What makes “Rocky” even more poignant is that Rocky isn’t just a nobody. He’s lower than that in some ways. He fights in these dingy halls for $40 a fight; he works as an ineffectual arm breaker for some small time Mafioso; he’s not smart at all; he has no real ambition, no skills; nobody believes in him; and he’s 30 years old, a bit late to start a career as a big-time fighter. All he has is will and some under-developed fighting potential to get through life with. The reason I think that Rocky the character is so appealing and likeable is that he is so sincere when he speaks, despite perhaps a limited vocabulary to express himself with. He is simply a decent, righteous, big-hearted guy in a very uncomplicated way. This is one of those characters that are very hard to analyze because he simply is what he is. There isn’t a lot of complexity to him and he doesn’t require it either. There are only two other instances where I’ve seen characters in films that have this mysterious quality of simple decency: Henry Fonda’s Lincoln in “Young Mr. Lincoln” and James Stewart in “Mr. Smith Goes to Washington.” They are good guys who want to do good things; untarnished and incorruptible because they seem to lack that part of the brain that makes some people succumb to negative temptations. It is a big mistake to assume that this simplicity is a result of poor writing or lack of characterization. To create a character like this, to do is well without cheating or turning him into a joke, is quite a feat I imagine.

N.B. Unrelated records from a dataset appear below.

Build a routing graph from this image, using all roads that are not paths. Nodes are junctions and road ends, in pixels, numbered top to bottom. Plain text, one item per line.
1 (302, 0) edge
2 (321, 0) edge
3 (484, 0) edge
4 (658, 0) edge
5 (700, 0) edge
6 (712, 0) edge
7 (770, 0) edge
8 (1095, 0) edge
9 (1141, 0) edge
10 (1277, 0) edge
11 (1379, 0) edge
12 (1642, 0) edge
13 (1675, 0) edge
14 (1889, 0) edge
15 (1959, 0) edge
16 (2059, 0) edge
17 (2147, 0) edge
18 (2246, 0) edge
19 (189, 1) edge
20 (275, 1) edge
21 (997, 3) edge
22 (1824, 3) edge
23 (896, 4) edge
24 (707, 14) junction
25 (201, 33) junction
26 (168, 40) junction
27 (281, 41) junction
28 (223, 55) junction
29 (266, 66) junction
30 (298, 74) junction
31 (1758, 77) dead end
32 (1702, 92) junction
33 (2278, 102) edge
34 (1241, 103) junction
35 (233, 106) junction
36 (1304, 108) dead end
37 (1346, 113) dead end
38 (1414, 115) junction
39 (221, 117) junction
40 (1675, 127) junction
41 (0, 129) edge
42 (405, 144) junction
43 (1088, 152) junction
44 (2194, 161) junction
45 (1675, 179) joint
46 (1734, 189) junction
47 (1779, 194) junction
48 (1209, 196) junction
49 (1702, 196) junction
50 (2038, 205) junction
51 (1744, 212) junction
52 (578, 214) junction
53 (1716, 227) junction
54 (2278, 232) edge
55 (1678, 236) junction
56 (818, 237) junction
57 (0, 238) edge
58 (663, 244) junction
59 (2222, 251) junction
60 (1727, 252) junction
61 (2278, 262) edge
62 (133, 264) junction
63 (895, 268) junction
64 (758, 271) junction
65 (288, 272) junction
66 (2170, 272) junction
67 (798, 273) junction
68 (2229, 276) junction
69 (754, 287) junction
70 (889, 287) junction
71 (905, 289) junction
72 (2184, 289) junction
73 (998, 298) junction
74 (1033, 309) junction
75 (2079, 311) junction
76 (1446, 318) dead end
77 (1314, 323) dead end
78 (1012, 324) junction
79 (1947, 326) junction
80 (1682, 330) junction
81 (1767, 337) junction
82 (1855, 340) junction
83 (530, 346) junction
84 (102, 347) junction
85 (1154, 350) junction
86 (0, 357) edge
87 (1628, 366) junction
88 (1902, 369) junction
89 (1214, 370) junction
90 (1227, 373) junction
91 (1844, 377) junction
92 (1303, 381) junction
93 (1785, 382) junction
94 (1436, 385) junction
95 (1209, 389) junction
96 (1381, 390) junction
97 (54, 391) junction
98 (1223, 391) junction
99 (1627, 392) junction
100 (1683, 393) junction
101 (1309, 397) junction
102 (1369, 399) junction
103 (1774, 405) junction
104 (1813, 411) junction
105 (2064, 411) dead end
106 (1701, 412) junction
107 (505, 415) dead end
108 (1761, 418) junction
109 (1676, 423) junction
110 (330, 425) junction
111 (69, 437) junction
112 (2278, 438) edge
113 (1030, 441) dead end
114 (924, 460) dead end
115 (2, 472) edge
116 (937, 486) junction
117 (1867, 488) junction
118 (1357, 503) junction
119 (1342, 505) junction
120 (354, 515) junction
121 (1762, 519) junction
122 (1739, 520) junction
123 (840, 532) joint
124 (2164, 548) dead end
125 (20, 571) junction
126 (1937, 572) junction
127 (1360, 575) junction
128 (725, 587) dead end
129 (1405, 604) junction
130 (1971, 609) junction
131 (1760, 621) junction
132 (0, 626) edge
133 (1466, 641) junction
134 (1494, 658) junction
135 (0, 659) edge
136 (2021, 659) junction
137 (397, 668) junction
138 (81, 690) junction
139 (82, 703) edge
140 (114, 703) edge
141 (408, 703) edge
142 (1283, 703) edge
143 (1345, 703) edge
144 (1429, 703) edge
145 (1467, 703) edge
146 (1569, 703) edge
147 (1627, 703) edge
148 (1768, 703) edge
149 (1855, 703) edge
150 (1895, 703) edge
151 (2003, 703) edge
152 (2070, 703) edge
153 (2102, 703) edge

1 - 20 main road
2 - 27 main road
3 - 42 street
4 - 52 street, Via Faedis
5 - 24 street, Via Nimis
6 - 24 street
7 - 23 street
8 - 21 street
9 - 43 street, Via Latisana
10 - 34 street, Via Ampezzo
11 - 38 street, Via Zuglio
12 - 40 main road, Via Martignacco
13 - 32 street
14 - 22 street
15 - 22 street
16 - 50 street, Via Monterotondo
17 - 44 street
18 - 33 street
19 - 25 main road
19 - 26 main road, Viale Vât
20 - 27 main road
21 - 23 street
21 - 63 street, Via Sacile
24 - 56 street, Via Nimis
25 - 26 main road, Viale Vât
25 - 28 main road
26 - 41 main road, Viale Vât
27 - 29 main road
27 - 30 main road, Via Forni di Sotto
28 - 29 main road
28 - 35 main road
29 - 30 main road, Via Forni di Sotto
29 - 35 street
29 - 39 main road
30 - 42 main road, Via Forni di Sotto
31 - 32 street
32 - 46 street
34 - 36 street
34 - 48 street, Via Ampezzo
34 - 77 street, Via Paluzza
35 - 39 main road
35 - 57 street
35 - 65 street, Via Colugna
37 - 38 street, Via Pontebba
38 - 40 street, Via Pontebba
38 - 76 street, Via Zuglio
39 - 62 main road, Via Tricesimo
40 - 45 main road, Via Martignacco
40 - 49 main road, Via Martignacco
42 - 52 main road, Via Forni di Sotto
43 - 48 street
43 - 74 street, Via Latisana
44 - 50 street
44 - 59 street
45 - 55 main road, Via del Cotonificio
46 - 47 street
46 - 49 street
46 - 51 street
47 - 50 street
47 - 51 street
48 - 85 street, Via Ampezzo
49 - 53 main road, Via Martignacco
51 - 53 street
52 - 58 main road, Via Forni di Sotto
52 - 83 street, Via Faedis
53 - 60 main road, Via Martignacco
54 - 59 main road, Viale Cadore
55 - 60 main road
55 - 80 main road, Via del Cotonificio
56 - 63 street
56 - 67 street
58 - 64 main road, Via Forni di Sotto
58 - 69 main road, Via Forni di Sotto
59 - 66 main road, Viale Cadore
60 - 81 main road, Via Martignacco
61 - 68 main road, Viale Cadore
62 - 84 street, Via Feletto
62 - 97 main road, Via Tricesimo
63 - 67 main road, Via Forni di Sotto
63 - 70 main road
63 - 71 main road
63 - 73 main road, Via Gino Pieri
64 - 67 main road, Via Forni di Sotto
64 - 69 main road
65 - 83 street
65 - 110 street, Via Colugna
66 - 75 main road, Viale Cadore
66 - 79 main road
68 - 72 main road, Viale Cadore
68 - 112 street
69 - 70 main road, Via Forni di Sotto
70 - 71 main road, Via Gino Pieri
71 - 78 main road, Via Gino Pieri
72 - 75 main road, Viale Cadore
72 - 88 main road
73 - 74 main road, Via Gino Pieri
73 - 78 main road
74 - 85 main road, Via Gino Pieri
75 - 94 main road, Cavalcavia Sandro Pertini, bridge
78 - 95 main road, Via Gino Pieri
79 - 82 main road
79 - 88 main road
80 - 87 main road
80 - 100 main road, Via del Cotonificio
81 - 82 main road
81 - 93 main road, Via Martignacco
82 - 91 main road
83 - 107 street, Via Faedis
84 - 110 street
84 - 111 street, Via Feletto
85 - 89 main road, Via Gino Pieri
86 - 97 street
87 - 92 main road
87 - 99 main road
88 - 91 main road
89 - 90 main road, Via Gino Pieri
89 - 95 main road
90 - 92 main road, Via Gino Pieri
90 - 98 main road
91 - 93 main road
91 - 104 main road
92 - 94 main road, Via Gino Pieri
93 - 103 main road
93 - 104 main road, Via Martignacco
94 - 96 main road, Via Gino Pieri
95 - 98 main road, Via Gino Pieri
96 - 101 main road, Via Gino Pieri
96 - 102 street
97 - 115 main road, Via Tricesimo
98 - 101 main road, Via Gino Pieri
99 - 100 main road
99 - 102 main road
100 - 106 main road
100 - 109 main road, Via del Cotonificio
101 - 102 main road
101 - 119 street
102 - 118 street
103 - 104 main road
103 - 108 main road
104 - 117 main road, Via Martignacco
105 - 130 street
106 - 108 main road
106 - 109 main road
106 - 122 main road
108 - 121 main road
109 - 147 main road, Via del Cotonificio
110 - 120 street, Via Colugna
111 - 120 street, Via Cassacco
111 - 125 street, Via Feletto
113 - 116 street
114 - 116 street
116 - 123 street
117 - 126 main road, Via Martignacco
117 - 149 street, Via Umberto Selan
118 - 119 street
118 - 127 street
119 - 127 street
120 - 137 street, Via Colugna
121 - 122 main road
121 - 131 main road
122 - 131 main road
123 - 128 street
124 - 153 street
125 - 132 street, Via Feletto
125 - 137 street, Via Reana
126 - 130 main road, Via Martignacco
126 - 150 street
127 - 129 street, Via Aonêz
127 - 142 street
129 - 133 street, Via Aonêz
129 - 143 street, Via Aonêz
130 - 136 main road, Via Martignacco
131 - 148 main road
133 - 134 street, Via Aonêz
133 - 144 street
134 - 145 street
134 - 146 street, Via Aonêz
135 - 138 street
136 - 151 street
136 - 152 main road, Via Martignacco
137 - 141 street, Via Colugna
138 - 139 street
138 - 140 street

Aside from the fight story, at the heart of “Rocky” is perhaps the sweetest, most innocent love story I’ve ever seen depicted. It’s between Rocky, the big, dumb oaf and the pathologically shy and timid Adrian, the sister of Rocky’s best friend Pauly. Pauly is such an interesting character too. So needy, so insecure, sometimes very cruel to both Rocky and Adrian and yet you still love him. You can love him because Rocky and Adrian love him. You can forgive him his faults because Rocky and Adrian do. It’s that simple.
“Rocky” is melodrama; it is a fairy tale; it is simple; it is crudely shot but beyond all of that it has that magical, mysterious ability to move you as few films can. The more films I watch and study and analyze the more I realize it is the power to move the viewer, that feeling like being hit in the gut, that supersedes all the other components that go into making a film — all the dazzling camerawork, pyrotechnics, intellectual gimmicks, clever, snappy, Tarantino-esque dialogue and all that stuff. Rocky works and is great for that reason. The director Sidney Lumet once said that people are changed by great work. Not in the sense that you become a better or worse person by watching a movie but that to be exposed to great work stirs up your insides in some way. It affects you on a cellular level. And because not all movies can do this (in fact, very few do) it makes a movie like “Rocky” that much more special.